Final Words

For a quick overview:

* Day of Defeat showed that the new (non-public) beta 5.12 driver offers a small but consistent lead in each resolution and setting we tested.

* FarCry shows solid performance gains from dual core even without the driver enhancements (though the 5.12 driver does add a little performance of its own). At 16x12 w/ 4xAA the performance gain becomes negligible.

* Battlefield 2 shows none of the AA modes performing as well with 5.12 as with 5.11, and only the 800x600 mode shows a performance gain worth writing home about.

* Quake 4 shows no significant gains or losses due to the 5.12 driver or dual core.

The quick and dirty assumptions we can make are that Day of Defeat and FarCry have the most to gain from additional CPU performance here. It seems the way the new driver does AA is not as efficient in Battlefield 2. We will also venture a guess that ATI has not focused on optimizing their OpenGL support for dual core.

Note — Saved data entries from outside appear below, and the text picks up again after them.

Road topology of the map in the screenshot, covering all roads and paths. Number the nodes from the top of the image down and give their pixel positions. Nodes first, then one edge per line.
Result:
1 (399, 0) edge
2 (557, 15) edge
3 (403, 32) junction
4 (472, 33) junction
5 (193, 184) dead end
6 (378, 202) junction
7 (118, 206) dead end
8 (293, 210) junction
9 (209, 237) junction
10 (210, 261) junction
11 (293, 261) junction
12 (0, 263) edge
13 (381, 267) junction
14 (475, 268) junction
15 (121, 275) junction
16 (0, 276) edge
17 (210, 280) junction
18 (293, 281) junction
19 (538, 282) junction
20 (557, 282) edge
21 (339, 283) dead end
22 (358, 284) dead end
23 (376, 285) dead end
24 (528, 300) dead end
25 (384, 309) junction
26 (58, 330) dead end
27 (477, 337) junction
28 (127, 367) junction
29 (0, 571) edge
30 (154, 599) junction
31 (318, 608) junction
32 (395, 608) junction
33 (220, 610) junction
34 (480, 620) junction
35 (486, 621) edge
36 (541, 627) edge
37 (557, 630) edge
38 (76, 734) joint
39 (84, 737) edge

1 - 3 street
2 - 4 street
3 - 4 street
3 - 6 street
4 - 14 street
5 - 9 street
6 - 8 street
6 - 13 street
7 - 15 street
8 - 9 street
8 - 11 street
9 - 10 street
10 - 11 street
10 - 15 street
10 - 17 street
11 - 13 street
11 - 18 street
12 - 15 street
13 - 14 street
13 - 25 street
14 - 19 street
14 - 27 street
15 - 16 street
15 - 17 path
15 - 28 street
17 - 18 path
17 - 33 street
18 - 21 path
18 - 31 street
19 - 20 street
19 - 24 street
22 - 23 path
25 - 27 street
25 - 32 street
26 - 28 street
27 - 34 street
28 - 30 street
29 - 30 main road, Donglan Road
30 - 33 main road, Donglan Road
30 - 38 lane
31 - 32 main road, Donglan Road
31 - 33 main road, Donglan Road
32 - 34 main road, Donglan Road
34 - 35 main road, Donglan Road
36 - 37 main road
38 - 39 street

Every other game showed some sign of significant improvement at 800x600, but Quake 4 didn't gain anything from the new driver. Of course, we will have to do more testing to really solidify our guess about OpenGL, and adding a few more games to our analysis will definitely be a good thing.

We are in the midst of testing the driver on older ATI hardware, midrange and low end parts, Intel dual core CPUs, and more. It's going to take us a little while to get this done, but hopefully this quick look is enough to tide everyone over and give us a good idea of what's going on.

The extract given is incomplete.